TASK REQUIREMENTS
Would you please state how many lines in the entries contain the word "Świętego"? Only the number should be given.

[Stored data]
--------------------------------

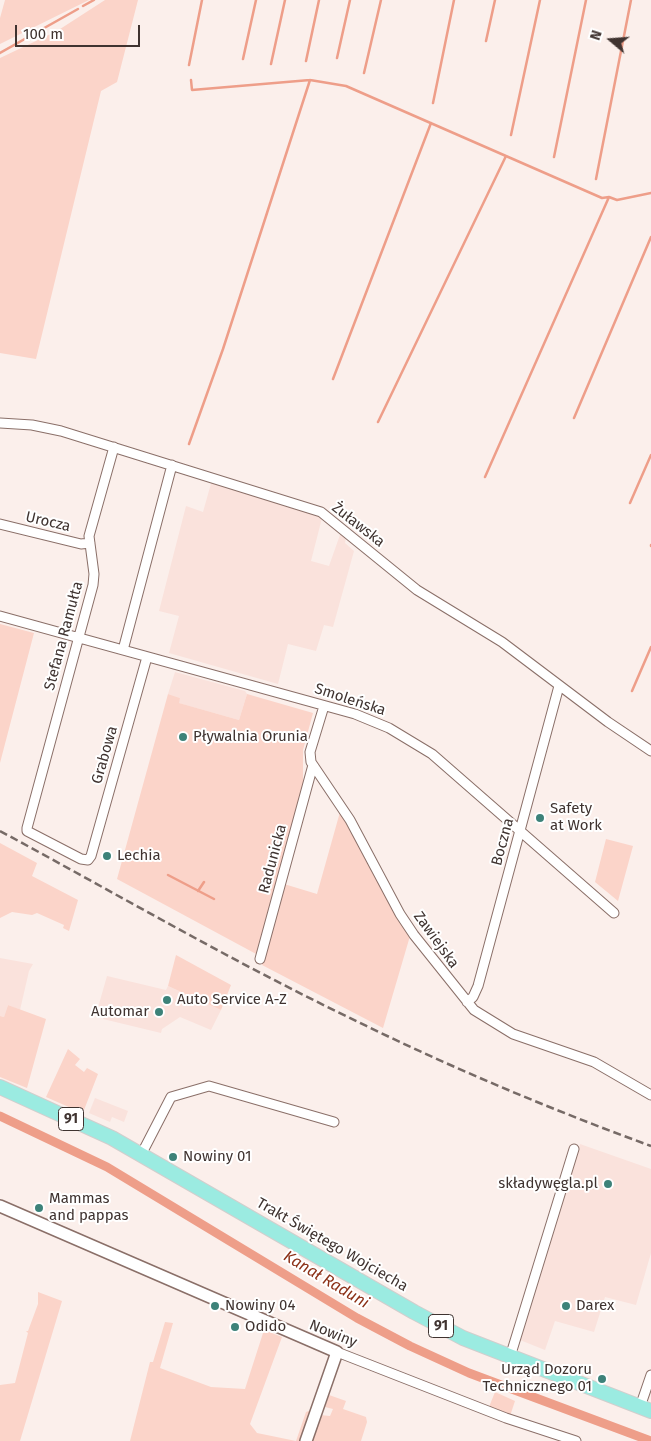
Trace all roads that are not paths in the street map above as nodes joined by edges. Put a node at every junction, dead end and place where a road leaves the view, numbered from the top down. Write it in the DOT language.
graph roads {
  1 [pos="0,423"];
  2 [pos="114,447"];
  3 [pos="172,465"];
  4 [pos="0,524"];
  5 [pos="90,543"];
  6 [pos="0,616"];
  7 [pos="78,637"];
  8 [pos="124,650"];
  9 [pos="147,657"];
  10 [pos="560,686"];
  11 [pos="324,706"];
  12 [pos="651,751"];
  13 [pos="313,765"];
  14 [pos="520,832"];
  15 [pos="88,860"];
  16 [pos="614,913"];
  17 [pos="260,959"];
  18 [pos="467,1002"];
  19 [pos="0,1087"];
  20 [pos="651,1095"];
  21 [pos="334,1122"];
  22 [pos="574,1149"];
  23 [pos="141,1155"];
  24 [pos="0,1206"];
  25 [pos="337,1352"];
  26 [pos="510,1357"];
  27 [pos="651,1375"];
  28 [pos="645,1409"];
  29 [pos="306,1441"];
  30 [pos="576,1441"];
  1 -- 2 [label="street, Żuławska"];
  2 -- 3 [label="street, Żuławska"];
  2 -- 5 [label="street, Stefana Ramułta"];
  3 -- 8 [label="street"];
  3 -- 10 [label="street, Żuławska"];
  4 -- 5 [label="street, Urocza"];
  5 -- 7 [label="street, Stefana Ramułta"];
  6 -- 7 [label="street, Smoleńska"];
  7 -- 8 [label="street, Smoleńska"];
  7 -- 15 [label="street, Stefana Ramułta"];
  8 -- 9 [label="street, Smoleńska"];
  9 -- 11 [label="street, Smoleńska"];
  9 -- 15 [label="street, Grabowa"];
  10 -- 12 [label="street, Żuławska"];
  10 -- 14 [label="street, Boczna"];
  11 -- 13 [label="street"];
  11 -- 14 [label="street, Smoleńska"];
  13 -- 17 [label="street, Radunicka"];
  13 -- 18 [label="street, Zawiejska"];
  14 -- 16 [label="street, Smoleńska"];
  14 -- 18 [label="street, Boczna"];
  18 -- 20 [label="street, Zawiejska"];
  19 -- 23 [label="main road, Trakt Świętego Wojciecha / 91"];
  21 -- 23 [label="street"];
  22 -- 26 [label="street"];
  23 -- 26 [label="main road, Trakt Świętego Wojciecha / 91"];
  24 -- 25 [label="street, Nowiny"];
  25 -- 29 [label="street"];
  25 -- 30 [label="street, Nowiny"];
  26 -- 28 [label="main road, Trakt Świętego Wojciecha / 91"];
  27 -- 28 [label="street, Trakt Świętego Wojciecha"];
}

--------------------------------

FINAL ANSWER
4